Я вырываю ткань у него из руки и возмущенно ощетиниваюсь, но вынуждена признать, что он прав.
— Ты знал? — спрашиваю я. — Ты знал, что она собиралась меня продать?
— Я не слежу за тем, как она ведет дела. Но знаю одно: если она сейчас тебя увидит, больше не отпустит. Мадам решила, что в тебе есть что-то, что принесет ей много денег.
— Меня не интересуют ее фантазии. Мне надо вывести его оттуда, — заявляю я. — Пусть только попробует мне помешать!
Во мне сейчас столько злости, что она гудит в крови. Я понимаю, что в моих словах нет логики, и знаю, что ярость не сделает меня сильнее и больше. Я вижу, что серьезно влипла и что утащила за собой Габриеля. Но мне остается лишь попробовать как-то изменить ситуацию.
Позади меня Сирень зовет Джареда: что-то не так, Мэдди кашляет кровью. Девушка в панике просит его вернуться и помочь ей, забыть обо мне. И она права. Джаред это понимает.

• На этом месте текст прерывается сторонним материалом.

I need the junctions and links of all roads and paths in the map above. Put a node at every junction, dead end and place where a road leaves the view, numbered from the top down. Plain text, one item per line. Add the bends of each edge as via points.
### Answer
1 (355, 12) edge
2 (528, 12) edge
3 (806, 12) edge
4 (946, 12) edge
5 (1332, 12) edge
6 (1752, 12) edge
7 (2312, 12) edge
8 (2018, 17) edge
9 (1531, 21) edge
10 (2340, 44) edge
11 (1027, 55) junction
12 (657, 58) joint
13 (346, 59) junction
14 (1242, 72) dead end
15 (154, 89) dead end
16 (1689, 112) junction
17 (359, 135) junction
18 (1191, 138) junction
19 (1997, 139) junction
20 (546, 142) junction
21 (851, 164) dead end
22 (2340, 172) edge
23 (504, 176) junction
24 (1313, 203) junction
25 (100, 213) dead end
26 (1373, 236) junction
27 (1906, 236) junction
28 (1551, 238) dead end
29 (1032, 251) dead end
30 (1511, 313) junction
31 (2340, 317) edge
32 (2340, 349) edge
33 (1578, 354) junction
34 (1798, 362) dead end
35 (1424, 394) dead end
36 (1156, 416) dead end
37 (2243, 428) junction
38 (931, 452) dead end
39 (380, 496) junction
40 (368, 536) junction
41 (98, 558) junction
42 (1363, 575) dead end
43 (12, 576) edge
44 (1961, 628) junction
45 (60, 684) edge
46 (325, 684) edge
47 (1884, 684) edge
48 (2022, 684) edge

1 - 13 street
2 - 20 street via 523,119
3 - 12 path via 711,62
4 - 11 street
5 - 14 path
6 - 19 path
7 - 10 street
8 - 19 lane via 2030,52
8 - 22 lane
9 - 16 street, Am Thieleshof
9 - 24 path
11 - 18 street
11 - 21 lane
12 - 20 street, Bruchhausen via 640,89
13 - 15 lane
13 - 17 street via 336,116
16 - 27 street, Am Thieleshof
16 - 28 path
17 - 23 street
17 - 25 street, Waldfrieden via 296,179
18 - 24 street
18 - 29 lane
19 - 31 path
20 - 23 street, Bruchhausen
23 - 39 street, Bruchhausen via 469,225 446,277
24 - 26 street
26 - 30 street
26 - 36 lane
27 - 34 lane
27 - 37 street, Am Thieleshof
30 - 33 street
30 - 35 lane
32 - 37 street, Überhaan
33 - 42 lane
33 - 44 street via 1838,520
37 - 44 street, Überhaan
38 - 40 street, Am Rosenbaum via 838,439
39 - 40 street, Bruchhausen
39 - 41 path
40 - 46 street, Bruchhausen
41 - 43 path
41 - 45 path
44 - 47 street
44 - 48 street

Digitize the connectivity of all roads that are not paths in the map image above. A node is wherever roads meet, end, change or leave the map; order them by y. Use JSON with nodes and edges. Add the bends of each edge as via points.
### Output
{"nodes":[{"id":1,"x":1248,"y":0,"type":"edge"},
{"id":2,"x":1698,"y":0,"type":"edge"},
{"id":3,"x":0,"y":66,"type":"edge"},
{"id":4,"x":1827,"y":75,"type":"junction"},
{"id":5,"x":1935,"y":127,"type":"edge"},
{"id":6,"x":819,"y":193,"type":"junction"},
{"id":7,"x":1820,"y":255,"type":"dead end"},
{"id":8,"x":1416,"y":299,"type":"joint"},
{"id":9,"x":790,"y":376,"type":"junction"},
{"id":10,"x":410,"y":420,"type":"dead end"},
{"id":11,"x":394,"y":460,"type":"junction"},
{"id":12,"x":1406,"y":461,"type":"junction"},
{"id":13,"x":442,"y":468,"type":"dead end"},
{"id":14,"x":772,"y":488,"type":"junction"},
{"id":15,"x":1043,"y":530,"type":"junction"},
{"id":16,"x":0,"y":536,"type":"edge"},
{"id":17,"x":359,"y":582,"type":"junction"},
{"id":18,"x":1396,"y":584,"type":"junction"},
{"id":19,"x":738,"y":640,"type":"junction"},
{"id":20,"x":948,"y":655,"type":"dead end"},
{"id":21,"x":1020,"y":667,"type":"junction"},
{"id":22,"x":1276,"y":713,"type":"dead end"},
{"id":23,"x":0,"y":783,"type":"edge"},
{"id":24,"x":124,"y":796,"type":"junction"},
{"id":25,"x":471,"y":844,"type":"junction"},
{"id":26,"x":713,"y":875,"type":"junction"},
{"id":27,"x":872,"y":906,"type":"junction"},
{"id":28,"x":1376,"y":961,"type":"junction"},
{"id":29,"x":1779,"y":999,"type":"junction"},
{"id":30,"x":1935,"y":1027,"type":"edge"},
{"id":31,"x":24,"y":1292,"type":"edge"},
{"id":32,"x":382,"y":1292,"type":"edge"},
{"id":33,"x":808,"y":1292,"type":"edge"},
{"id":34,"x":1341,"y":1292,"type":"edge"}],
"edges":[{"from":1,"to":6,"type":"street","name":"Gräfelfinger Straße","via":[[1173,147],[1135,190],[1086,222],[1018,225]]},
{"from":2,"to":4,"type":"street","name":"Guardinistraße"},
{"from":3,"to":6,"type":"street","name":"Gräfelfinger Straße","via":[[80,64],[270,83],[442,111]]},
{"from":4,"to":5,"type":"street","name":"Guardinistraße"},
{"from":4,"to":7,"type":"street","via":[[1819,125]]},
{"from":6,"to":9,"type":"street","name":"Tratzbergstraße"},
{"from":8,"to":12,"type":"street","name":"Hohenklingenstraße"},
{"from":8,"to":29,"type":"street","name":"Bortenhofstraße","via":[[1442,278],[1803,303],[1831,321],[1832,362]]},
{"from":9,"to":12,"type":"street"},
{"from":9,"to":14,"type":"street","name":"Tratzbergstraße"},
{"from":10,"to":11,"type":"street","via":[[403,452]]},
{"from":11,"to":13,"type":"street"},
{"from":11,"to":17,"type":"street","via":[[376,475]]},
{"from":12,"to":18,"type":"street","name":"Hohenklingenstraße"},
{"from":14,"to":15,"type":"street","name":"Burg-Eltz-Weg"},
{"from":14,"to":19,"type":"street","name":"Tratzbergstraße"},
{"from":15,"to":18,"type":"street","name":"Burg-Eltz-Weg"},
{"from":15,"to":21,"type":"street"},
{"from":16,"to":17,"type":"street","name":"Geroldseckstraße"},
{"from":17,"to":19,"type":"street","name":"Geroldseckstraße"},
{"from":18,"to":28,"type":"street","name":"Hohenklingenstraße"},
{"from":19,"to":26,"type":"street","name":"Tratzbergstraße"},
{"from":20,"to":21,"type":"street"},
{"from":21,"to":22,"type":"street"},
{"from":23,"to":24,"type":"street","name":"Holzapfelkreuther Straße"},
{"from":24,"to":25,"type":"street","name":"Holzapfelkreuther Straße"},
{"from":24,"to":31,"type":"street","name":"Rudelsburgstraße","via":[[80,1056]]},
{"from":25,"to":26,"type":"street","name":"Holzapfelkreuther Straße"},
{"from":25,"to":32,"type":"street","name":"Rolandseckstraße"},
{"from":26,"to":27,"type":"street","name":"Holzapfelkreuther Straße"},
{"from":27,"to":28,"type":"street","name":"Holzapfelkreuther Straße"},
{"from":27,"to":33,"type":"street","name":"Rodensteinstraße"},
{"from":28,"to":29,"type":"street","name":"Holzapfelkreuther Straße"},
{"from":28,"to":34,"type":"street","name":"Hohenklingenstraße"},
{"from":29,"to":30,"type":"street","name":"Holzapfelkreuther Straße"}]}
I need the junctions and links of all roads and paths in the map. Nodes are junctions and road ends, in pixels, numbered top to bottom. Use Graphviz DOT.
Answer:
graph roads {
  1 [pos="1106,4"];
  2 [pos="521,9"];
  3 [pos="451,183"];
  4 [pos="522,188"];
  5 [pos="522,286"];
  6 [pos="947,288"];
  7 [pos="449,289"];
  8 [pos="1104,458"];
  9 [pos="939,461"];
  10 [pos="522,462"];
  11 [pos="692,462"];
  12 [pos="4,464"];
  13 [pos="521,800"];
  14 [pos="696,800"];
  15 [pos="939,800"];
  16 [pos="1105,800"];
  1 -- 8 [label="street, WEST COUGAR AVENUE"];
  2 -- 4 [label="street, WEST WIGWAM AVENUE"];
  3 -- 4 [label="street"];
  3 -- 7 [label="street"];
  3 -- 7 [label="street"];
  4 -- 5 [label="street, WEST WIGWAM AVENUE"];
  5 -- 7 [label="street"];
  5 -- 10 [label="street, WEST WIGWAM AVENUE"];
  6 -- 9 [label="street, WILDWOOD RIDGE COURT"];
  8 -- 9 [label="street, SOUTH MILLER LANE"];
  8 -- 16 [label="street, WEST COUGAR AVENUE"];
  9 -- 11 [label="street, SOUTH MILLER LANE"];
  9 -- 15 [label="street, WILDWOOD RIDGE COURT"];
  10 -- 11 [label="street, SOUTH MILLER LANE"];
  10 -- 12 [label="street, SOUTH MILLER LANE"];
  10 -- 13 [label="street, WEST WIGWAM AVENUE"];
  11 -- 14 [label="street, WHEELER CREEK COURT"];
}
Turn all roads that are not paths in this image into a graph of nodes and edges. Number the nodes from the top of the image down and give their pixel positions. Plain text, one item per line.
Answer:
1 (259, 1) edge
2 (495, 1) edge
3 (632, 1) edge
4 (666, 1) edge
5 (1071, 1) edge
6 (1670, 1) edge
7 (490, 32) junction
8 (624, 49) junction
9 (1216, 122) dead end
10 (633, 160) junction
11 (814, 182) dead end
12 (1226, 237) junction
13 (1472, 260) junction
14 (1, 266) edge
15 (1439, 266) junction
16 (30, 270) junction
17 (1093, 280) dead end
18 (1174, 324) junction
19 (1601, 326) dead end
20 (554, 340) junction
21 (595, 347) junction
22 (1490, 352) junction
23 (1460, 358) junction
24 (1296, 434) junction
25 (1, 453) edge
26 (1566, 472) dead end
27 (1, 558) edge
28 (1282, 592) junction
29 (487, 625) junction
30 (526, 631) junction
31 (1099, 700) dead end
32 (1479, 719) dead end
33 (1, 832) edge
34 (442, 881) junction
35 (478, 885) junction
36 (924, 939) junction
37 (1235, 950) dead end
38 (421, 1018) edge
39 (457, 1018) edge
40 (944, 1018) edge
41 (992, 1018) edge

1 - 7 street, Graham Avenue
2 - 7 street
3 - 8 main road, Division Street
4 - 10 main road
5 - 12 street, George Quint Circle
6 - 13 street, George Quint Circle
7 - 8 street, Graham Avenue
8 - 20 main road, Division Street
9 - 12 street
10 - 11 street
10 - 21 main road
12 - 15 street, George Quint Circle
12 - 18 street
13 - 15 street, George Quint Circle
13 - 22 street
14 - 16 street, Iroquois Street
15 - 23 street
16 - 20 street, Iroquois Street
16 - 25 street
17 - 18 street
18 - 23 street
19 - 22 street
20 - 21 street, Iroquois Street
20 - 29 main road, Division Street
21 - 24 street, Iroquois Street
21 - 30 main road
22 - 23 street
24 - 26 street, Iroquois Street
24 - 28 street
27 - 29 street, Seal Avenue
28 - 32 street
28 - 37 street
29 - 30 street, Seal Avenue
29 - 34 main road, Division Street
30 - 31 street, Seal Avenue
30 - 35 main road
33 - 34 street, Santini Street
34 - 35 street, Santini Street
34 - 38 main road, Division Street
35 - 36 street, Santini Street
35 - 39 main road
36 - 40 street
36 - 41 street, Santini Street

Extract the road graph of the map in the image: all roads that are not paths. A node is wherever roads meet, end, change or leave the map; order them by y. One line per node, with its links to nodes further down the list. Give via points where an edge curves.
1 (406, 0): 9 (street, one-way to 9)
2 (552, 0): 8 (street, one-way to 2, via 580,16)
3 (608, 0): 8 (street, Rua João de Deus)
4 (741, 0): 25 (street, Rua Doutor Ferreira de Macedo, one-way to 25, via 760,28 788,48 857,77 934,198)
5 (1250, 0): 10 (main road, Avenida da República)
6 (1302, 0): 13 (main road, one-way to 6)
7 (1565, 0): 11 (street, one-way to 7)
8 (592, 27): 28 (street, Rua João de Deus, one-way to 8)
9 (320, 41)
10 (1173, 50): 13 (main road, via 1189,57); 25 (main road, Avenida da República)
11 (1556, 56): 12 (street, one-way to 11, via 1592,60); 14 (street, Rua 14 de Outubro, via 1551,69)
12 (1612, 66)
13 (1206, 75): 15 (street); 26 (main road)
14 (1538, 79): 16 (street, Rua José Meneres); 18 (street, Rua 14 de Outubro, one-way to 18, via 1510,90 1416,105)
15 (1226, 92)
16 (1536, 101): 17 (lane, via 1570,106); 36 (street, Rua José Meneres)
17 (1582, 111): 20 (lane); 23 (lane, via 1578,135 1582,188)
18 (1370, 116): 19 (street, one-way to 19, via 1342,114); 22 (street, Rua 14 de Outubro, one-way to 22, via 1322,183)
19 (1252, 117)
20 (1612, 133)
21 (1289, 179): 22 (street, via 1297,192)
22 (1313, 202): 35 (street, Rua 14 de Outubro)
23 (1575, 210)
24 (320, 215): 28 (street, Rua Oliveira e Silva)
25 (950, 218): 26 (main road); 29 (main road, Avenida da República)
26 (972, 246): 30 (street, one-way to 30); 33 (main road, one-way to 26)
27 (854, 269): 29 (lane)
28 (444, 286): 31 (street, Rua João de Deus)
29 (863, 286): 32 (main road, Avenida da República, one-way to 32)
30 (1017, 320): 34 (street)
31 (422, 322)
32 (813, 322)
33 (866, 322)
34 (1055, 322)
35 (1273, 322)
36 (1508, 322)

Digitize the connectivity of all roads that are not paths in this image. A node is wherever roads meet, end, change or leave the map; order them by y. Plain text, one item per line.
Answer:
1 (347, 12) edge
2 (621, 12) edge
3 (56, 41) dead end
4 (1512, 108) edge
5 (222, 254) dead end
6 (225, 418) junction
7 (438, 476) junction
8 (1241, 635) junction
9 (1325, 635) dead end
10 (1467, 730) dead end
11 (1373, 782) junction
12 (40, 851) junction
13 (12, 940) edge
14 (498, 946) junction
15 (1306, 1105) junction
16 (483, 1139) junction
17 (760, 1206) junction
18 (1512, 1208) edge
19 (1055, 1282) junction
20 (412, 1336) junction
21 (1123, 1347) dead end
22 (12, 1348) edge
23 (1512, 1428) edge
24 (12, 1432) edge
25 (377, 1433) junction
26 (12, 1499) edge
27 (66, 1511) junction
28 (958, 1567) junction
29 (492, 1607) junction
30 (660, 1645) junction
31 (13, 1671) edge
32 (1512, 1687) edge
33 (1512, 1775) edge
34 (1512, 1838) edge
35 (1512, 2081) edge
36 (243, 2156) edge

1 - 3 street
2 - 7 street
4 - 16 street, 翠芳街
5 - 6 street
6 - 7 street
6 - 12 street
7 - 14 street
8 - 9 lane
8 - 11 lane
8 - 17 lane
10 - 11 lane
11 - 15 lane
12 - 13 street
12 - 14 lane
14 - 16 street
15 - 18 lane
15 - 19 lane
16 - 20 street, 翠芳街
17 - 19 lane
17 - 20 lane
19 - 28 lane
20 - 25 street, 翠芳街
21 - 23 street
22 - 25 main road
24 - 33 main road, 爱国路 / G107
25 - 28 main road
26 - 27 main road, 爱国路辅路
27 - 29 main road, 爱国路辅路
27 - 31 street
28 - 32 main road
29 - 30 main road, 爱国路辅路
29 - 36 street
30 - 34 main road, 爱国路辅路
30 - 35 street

— Не делай глупостей, — говорит он мне.
Но по-моему, единственная глупость — это стоять тут с ними и не пытаться ничего исправить.
Джаред идет своей дорогой, я — своей.
Габриель в зеленой палатке. Он в полусне. Глаза у него ярко-голубые и совершенно дикие. При виде меня он пытается встать.
— Мне что-то вкололи, — мямлит он, глотая слоги. — Сказали: «Пора умирать».
Надо полагать, мадам так и задумала. Сделать Габриеля беспомощным, чтобы у него не было никакой возможности меня спасти. И продать товар тому, кто больше предложит.
Я стою на коленях у входа. За спиной воет ветер, словно его призвала сама мадам. Я уверена, она уже бежит к нам, а когда добежит, все будет кончено. Я не знаю, как именно — но все будет кончено.
— Нам пора, — говорю я и тянусь к Габриелю.
Он с трудом поднимается на ноги, произносит:
— Быстрее. У нас нет времени.
Ветер вопит.
Нет. Это не ветер.
Девицы. Вопят девицы мадам.
7
Я слышала, как кто-то ко мне подбегает. Это я запомнила. Я повернулась и увидела мадам с растрепанными седыми волосами. В свете множества фонарей ее пряди казались золотистыми. Одна рука у нее была вскинута вверх. «Нож», — подумала я. Она собирается воткнуть его мне в сердце. И все закончится.